Now I have a host of questions about Shadows: for example, should they be impossible to spot without light, even with darkvision? How do you hit them; are you supposed to strike at the floor or wall to hurt them? Or strike at empty air, estimating where their invisible "essence" should be? How do they attack you; do they “rise up” from your own shadow as “concrete” (spectral) and visible creatures, or do you just see their shadowy limbs moving along the floor/wall? And is a flying/levitating character immune to their attacks, if they’re supposed to be two-dimensional? (obviously not per RAW, but my players would ask this if I described them “as written”)

How do you describe and run Shadows in your game?


Well, when there's no light, and you don't have darkvision, you can't spot them.
Incorporeal creatures don't make sounds if they don't want to, you can't spot them via nonvisual senses (such as scent or blindsense), and without light, you're effectively blind.

If you have darkvision, you can try to spot them, but since there is less than dim light, they can use stealth. They get +12 (default shadow, +20 for greater) on their stealth check, and the Perception skill lists a modifier for terrible conditions (+5 on the DC, which I'd rule should apply, even though it is an opposed check, as spotting a black shadowy thing between other black shadows will be hard).

So much to the rules aspect.

How exactly you are able to see them with darkvision (if your perception roll is higher than their stealth) is up to debate, but I'd say it's just because they move slightly (after all, they're not really solid, so maybe they shift and waft in air currents) or not enough (e.g. wind moves leaves and bushes and changes their shadows slightly while the shadow creature remains where it is) compared to their surroundings.

Regarding the description, I took the same road as you. And I still follow it.

In my opinion, they are threedimensional ghost-things, but can seem like they were twodimensional when they use their incorporeality (which allows them to move into and through objects and terrain as long as they stay adjacent to the surface) to shift most of their body inside of something else and glide along the surface to observe and ambush their prey.

On the attack thing... They can in fact do both.
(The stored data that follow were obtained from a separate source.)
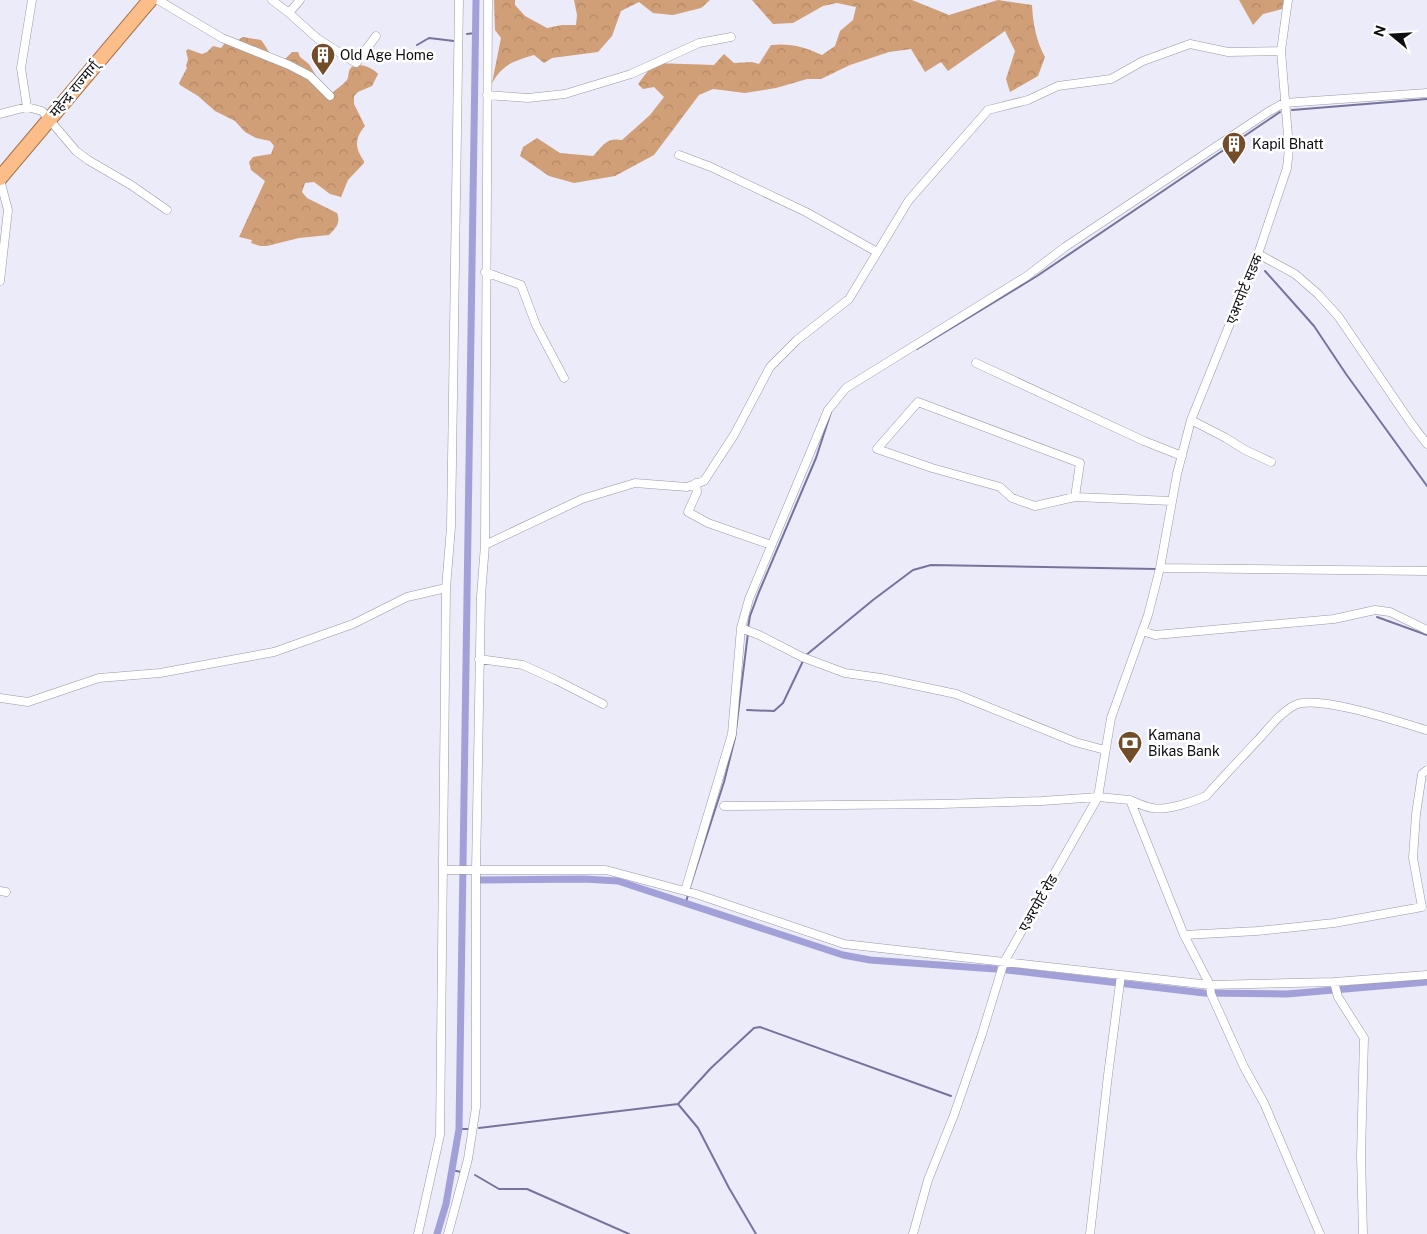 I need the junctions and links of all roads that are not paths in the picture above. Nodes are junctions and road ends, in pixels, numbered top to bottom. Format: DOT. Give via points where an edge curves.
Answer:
graph roads {
  1 [pos="32,0"];
  2 [pos="150,0"];
  3 [pos="158,0"];
  4 [pos="272,0"];
  5 [pos="300,0"];
  6 [pos="459,0"];
  7 [pos="488,0"];
  8 [pos="1288,0"];
  9 [pos="289,13"];
  10 [pos="376,36"];
  11 [pos="731,37"];
  12 [pos="1281,52"];
  13 [pos="1427,93"];
  14 [pos="487,94"];
  15 [pos="330,96"];
  16 [pos="1284,103"];
  17 [pos="27,107"];
  18 [pos="0,114"];
  19 [pos="49,119"];
  20 [pos="679,155"];
  21 [pos="0,179"];
  22 [pos="168,210"];
  23 [pos="877,252"];
  24 [pos="1258,254"];
  25 [pos="485,272"];
  26 [pos="0,280"];
  27 [pos="976,363"];
  28 [pos="564,378"];
  29 [pos="1191,420"];
  30 [pos="1427,444"];
  31 [pos="1182,456"];
  32 [pos="1271,462"];
  33 [pos="696,483"];
  34 [pos="1075,497"];
  35 [pos="1172,501"];
  36 [pos="485,545"];
  37 [pos="772,545"];
  38 [pos="1159,570"];
  39 [pos="1427,571"];
  40 [pos="446,588"];
  41 [pos="741,628"];
  42 [pos="1427,630"];
  43 [pos="1142,632"];
  44 [pos="480,659"];
  45 [pos="0,698"];
  46 [pos="603,704"];
  47 [pos="1426,730"];
  48 [pos="1105,750"];
  49 [pos="1427,770"];
  50 [pos="1098,797"];
  51 [pos="1130,800"];
  52 [pos="724,806"];
  53 [pos="448,870"];
  54 [pos="476,870"];
  55 [pos="687,891"];
  56 [pos="1184,935"];
  57 [pos="1004,962"];
  58 [pos="1427,975"];
  59 [pos="1120,980"];
  60 [pos="1334,984"];
  61 [pos="1211,989"];
  62 [pos="418,1234"];
  63 [pos="448,1234"];
  64 [pos="913,1234"];
  65 [pos="1090,1234"];
  66 [pos="1320,1234"];
  67 [pos="1363,1234"];
  1 -- 17 [label="street" via="20,68"];
  2 -- 19 [label="highway, महेन्द्र राज्मार्ग्"];
  3 -- 15 [label="street" via="222,38 310,76"];
  4 -- 9 [label="street"];
  5 -- 9 [label="street"];
  6 -- 40 [label="street" via="451,527"];
  7 -- 14 [label="street"];
  8 -- 12 [label="street, एअरपोर्ट सडक"];
  9 -- 10 [label="street" via="318,39 356,62"];
  11 -- 14 [label="street" via="699,43 632,74 565,94 528,98"];
  12 -- 16 [label="street, एअरपोर्ट सडक"];
  12 -- 23 [label="street" via="1228,52 1190,44 1143,61 1112,79 1058,86 1028,100 988,110 909,200"];
  13 -- 16 [label="street"];
  14 -- 25 [label="street"];
  16 -- 24 [label="street, एअरपोर्ट सडक" via="1289,148 1287,168"];
  16 -- 37 [label="street" via="1105,220 1027,276 846,388 828,410"];
  17 -- 18 [label="street"];
  17 -- 19 [label="street" via="42,111"];
  19 -- 21 [label="highway, महेन्द्र राज्मार्ग्"];
  19 -- 22 [label="street" via="76,151"];
  20 -- 23 [label="street" via="806,212"];
  21 -- 26 [label="street" via="8,210"];
  23 -- 33 [label="street" via="849,300 796,340 770,367 734,435 704,481"];
  24 -- 29 [label="street, एअरपोर्ट सडक"];
  24 -- 30 [label="street" via="1295,274 1331,308"];
  25 -- 28 [label="street" via="521,285 536,325"];
  25 -- 36 [label="street"];
  27 -- 31 [label="street"];
  29 -- 31 [label="street, एअरपोर्ट सडक"];
  29 -- 32 [label="street"];
  31 -- 35 [label="street, एअरपोर्ट सडक"];
  33 -- 36 [label="street" via="687,486 635,483 582,499"];
  33 -- 37 [label="street" via="697,492 688,512 708,524"];
  34 -- 34 [label="street" via="1035,506 1012,498 1000,486 877,449 918,402 1080,463"];
  34 -- 35 [label="street"];
  35 -- 38 [label="street, एअरपोर्ट सडक"];
  36 -- 44 [label="street"];
  37 -- 41 [label="street" via="749,599"];
  38 -- 39 [label="street"];
  38 -- 43 [label="street, एअरपोर्ट रोड"];
  40 -- 45 [label="street" via="407,597 353,624 274,652 160,673 99,678 28,702"];
  40 -- 53 [label="street" via="443,823"];
  41 -- 48 [label="street" via="845,673 956,694 1075,742"];
  41 -- 55 [label="street" via="732,734"];
  42 -- 43 [label="street" via="1390,612 1375,610 1334,619 1155,635"];
  43 -- 48 [label="street, एअरपोर्ट रोड" via="1111,718"];
  44 -- 46 [label="street" via="523,665"];
  44 -- 54 [label="street"];
  47 -- 51 [label="street" via="1335,705 1296,704 1206,796 1164,808 1153,808"];
  48 -- 50 [label="street, एअरपोर्ट रोड"];
  49 -- 56 [label="street" via="1422,774 1413,858 1422,907 1334,923"];
  50 -- 51 [label="street"];
  50 -- 52 [label="street" via="941,804"];
  50 -- 57 [label="street, एअरपोर्ट रोड"];
  51 -- 56 [label="street"];
  53 -- 54 [label="street"];
  53 -- 62 [label="street" via="440,1135"];
  54 -- 55 [label="street" via="606,870"];
  54 -- 63 [label="street" via="476,1107 468,1159"];
  55 -- 57 [label="street" via="844,944"];
  56 -- 61 [label="street"];
  57 -- 59 [label="street"];
  57 -- 64 [label="street, एअरपोर्ट रोड" via="954,1115 928,1180"];
  58 -- 60 [label="street"];
  59 -- 61 [label="street"];
  59 -- 65 [label="street"];
  60 -- 61 [label="street"];
  60 -- 67 [label="street" via="1338,998 1364,1038"];
  61 -- 66 [label="street"];
}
Either attack out of a surface, or fly around freely in their gostly form, swirl around their prey and attack it (or fly through it just to really scare them).


Darkvision doesn't quite work like that. The fact that there's less than dim light doesn't matter. The creature with dark vision can still see as clearly as they could in bright light, so a creature can't use stealth to sneak past them, unless they could normally make stealth checks while observed.

Dark Archive

Thanks for the comments, guys!

It's good to hear that I'm not the only one who has described them as three-dimensional, wraithlike beings. But I'm kind of torn; I like the image of PCs searching a room and beginning to relax... and then the shadows start dancing and writhing on the floor and the walls. On the other hand, it'd be easier to keep them as they've been for over 20 years in my games.

Maybe I'll do what you said, Cyberwolf; describe them as written, but let them "manifest" a three-dimensional form when they attack.


Cheapy wrote:
Darkvision doesn't quite work like that. The fact that there's less than dim light doesn't matter. The creature with dark vision can still see as clearly as they could in bright light, so a creature can't use stealth to sneak past them, unless they could normally make stealth checks while observed.

Oh. You're right, I mixed some things up there.

But... if they want, shadows can enter objects (to gain cover), or break the line of sight by other means (such as simply moving out of darkvision range), roll stealth, and get back out behind the character. And since he can't hear them, he'd have to look around for them (roll perception, even though there's no real "facing"), right?

And of course, the paragraph about "how" still stands... It's not clear how you can distinguish a black shadow thing from other mundane shadows if you can only see black and white. So I'd still give them +5 situational modifier on stealth.